Врачи из стран Восточной Европы не должны уезжать в другие страны, чтобы там работать официантами. А именно это мы пока что наблюдаем.
— Ну, из всех стран самый аутсайдер — Греция.
— Греки решили бороться с системой. К сожалению, закончилось это не совсем успешно. Причина проста: руководители в Брюсселе или Страсбурге дали понять, что будут за это наказывать. За смелость и независимость приходится платить.
— Каким вы видите будущее Европы, учитывая еще и Brexit?
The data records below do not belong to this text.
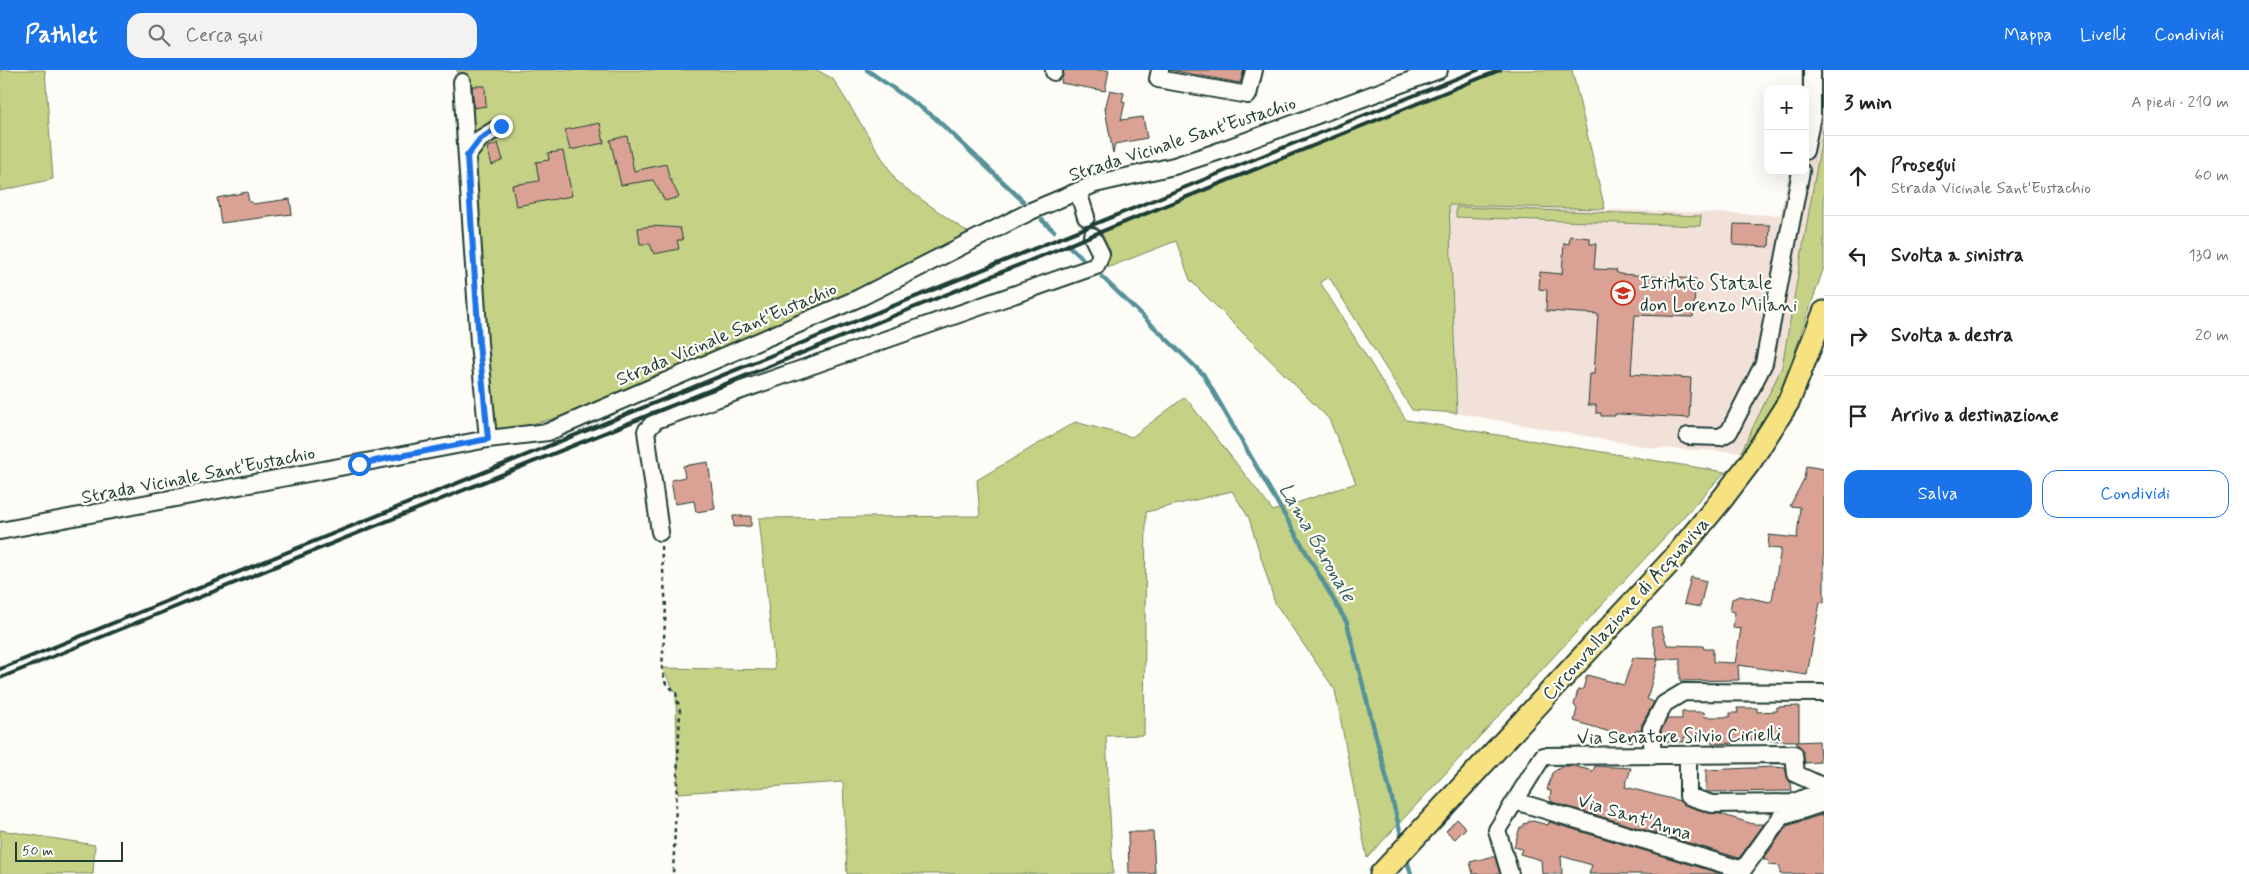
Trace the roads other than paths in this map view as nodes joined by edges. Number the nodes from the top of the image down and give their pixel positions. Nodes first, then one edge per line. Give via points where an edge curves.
1 (1254, 70) edge
2 (1439, 70) edge
3 (1812, 70) edge
4 (1159, 74) edge
5 (462, 82) dead end
6 (501, 126) dead end
7 (1809, 131) edge
8 (467, 156) junction
9 (1800, 175) edge
10 (1078, 191) junction
11 (1086, 217) dead end
12 (1092, 236) dead end
13 (1824, 312) edge
14 (1688, 436) dead end
15 (488, 439) junction
16 (0, 531) edge
17 (660, 532) road end
18 (1824, 693) edge
19 (1653, 756) junction
20 (1688, 756) junction
21 (1824, 788) edge
22 (1515, 801) junction
23 (1824, 803) edge
24 (1741, 872) edge
25 (1381, 874) edge
26 (1510, 874) edge

1 - 4 street via 1248,95
2 - 10 street, Strada Vicinale Sant'Eustachio via 1214,153
3 - 7 street
5 - 8 street
6 - 8 street via 480,139
8 - 15 street
9 - 14 street via 1764,363 1729,432 1720,437
10 - 11 street
10 - 15 street, Strada Vicinale Sant'Eustachio via 859,298 548,432
12 - 17 street via 1101,254 1096,266 656,420 646,431
13 - 25 main road, Circonvallazione di Acquaviva via 1789,401 1723,498 1673,560
15 - 16 street, Strada Vicinale Sant'Eustachio
18 - 19 street via 1684,692 1664,704 1651,730
19 - 20 street, Via Senatore Silvio Cirielli
19 - 22 street, Via Senatore Silvio Cirielli via 1544,756
20 - 21 street, Via Senatore Silvio Cirielli via 1794,754 1796,774
20 - 21 street via 1688,796 1712,804 1792,803
22 - 24 street, Via Sant'Anna
22 - 26 street via 1497,830
23 - 24 street via 1781,817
— Это все очень сложно… И у меня нет ответа. Любое действие — вопрос тактики. И мне лишь хочется, чтобы руководители не забывали о справедливости. Если бы я мог решать, остался бы в Евросоюзе и объединялся с другими левыми.
— Верите в такой альянс?
— Да, верю. Важно только четко определить понятие «левый». Это не обращение к опыту Советского Союза, а, как я уже говорил, сочетание социализма и демократии. Что это значит? Это значит, что интересы общества ставятся превыше интересов большого бизнеса.
— Два года назад вы заявили, что больше не будете снимать кино. Что заставило вас вернуться?
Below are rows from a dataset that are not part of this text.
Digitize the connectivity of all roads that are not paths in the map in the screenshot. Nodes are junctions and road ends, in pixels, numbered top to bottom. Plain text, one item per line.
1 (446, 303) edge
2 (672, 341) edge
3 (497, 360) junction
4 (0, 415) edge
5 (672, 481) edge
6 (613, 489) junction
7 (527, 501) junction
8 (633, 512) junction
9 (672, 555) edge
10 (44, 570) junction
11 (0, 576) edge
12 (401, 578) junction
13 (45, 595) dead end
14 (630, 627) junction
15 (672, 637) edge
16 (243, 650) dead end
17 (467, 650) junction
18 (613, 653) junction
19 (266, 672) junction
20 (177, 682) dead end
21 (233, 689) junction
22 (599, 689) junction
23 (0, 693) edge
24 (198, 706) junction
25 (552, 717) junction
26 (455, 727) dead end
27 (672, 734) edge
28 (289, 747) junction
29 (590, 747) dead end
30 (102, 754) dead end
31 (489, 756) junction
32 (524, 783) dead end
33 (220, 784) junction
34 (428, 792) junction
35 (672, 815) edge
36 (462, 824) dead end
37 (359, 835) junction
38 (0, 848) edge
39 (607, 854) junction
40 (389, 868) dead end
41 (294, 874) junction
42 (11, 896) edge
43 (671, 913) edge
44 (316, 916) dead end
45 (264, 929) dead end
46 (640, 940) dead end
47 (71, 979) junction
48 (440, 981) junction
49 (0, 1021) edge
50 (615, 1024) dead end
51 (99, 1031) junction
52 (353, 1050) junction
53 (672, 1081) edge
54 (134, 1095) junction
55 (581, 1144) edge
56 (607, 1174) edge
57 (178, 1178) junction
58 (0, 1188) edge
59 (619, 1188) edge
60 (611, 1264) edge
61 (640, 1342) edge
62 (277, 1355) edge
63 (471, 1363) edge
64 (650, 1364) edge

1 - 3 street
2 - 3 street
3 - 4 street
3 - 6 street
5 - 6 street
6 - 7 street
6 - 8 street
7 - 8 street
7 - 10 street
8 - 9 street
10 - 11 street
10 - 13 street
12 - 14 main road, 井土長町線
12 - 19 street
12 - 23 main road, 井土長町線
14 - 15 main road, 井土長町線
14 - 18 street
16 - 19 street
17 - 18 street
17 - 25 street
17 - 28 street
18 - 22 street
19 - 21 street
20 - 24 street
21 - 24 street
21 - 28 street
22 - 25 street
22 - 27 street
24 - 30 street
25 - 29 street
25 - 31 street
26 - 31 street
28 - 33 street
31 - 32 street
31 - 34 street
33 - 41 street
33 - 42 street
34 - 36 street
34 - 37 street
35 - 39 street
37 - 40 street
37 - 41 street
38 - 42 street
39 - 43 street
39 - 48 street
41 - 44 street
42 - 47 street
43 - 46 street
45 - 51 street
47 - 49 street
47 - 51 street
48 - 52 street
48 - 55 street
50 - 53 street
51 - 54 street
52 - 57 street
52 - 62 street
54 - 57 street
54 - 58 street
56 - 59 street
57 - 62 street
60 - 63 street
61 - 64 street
— Думаю, что просто погорячился. Дело в том, что, работая над «Залом Джимми», я в течение полутора лет жил вдали от дома. Мне показалось, что это череcчур и надо заканчивать с кинематографом. Но после того, как я провел дома неделю, сидя и ничего не делая… (Смеется.) Решил, что настало время вновь взяться за работу.
— Раз уж заговорили о доме. У вас большая семья (у режиссера пятеро детей. — «Газета.Ru»), как найти время, чтобы общаться со всеми?
— Ох, правда заключается в том, что я не такой хороший отец, каковым следовало бы быть. Это, конечно, позор. Но чтобы хватало на всё и на всех, нам нужны две жизни.